**** Records shown ****
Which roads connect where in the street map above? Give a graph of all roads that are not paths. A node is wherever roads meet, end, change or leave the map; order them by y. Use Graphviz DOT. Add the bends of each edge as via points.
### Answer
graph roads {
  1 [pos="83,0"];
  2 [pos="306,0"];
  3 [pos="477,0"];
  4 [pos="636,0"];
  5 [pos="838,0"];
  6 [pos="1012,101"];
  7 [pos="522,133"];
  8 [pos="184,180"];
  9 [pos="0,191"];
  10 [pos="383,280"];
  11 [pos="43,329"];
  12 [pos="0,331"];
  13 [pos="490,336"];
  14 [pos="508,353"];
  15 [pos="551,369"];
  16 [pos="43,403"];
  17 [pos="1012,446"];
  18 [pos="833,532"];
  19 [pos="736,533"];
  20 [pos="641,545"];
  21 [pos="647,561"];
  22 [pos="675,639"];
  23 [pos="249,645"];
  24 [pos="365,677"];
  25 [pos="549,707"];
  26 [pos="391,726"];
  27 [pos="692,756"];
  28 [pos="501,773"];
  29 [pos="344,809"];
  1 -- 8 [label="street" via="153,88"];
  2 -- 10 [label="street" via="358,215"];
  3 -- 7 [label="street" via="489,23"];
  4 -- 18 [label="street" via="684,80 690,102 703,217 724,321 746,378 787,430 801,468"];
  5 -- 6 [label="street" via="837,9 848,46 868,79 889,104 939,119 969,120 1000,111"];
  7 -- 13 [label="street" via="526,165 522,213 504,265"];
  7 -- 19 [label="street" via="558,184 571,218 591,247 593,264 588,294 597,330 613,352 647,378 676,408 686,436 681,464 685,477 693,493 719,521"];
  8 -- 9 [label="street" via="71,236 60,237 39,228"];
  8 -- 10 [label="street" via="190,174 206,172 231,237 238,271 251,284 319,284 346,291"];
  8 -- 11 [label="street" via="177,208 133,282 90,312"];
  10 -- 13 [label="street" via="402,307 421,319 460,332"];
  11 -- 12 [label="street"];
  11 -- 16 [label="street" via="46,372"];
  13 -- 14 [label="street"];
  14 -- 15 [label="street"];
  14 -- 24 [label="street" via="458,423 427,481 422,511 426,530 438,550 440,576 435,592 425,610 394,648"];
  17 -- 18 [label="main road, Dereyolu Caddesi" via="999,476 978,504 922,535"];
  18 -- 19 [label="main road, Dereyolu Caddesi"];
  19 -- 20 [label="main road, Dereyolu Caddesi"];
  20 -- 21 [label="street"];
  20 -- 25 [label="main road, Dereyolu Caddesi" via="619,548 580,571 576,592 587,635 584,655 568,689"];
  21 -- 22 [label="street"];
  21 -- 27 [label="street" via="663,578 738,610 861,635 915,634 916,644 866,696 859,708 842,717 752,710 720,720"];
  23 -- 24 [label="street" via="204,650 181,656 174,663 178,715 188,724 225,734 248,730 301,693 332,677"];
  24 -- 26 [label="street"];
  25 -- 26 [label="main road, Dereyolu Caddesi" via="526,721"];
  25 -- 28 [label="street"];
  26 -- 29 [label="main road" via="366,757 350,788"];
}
****
● **Required action**
Reproduce the entries so that each line reads exactly as it did before.

● **Solution below**
Which roads connect where in the street map above? Give a graph of all roads that are not paths. A node is wherever roads meet, end, change or leave the map; order them by y. Use Graphviz DOT. Add the bends of each edge as via points.
### Answer
graph roads {
  1 [pos="83,0"];
  2 [pos="306,0"];
  3 [pos="477,0"];
  4 [pos="636,0"];
  5 [pos="838,0"];
  6 [pos="1012,101"];
  7 [pos="522,133"];
  8 [pos="184,180"];
  9 [pos="0,191"];
  10 [pos="383,280"];
  11 [pos="43,329"];
  12 [pos="0,331"];
  13 [pos="490,336"];
  14 [pos="508,353"];
  15 [pos="551,369"];
  16 [pos="43,403"];
  17 [pos="1012,446"];
  18 [pos="833,532"];
  19 [pos="736,533"];
  20 [pos="641,545"];
  21 [pos="647,561"];
  22 [pos="675,639"];
  23 [pos="249,645"];
  24 [pos="365,677"];
  25 [pos="549,707"];
  26 [pos="391,726"];
  27 [pos="692,756"];
  28 [pos="501,773"];
  29 [pos="344,809"];
  1 -- 8 [label="street" via="153,88"];
  2 -- 10 [label="street" via="358,215"];
  3 -- 7 [label="street" via="489,23"];
  4 -- 18 [label="street" via="684,80 690,102 703,217 724,321 746,378 787,430 801,468"];
  5 -- 6 [label="street" via="837,9 848,46 868,79 889,104 939,119 969,120 1000,111"];
  7 -- 13 [label="street" via="526,165 522,213 504,265"];
  7 -- 19 [label="street" via="558,184 571,218 591,247 593,264 588,294 597,330 613,352 647,378 676,408 686,436 681,464 685,477 693,493 719,521"];
  8 -- 9 [label="street" via="71,236 60,237 39,228"];
  8 -- 10 [label="street" via="190,174 206,172 231,237 238,271 251,284 319,284 346,291"];
  8 -- 11 [label="street" via="177,208 133,282 90,312"];
  10 -- 13 [label="street" via="402,307 421,319 460,332"];
  11 -- 12 [label="street"];
  11 -- 16 [label="street" via="46,372"];
  13 -- 14 [label="street"];
  14 -- 15 [label="street"];
  14 -- 24 [label="street" via="458,423 427,481 422,511 426,530 438,550 440,576 435,592 425,610 394,648"];
  17 -- 18 [label="main road, Dereyolu Caddesi" via="999,476 978,504 922,535"];
  18 -- 19 [label="main road, Dereyolu Caddesi"];
  19 -- 20 [label="main road, Dereyolu Caddesi"];
  20 -- 21 [label="street"];
  20 -- 25 [label="main road, Dereyolu Caddesi" via="619,548 580,571 576,592 587,635 584,655 568,689"];
  21 -- 22 [label="street"];
  21 -- 27 [label="street" via="663,578 738,610 861,635 915,634 916,644 866,696 859,708 842,717 752,710 720,720"];
  23 -- 24 [label="street" via="204,650 181,656 174,663 178,715 188,724 225,734 248,730 301,693 332,677"];
  24 -- 26 [label="street"];
  25 -- 26 [label="main road, Dereyolu Caddesi" via="526,721"];
  25 -- 28 [label="street"];
  26 -- 29 [label="main road" via="366,757 350,788"];
}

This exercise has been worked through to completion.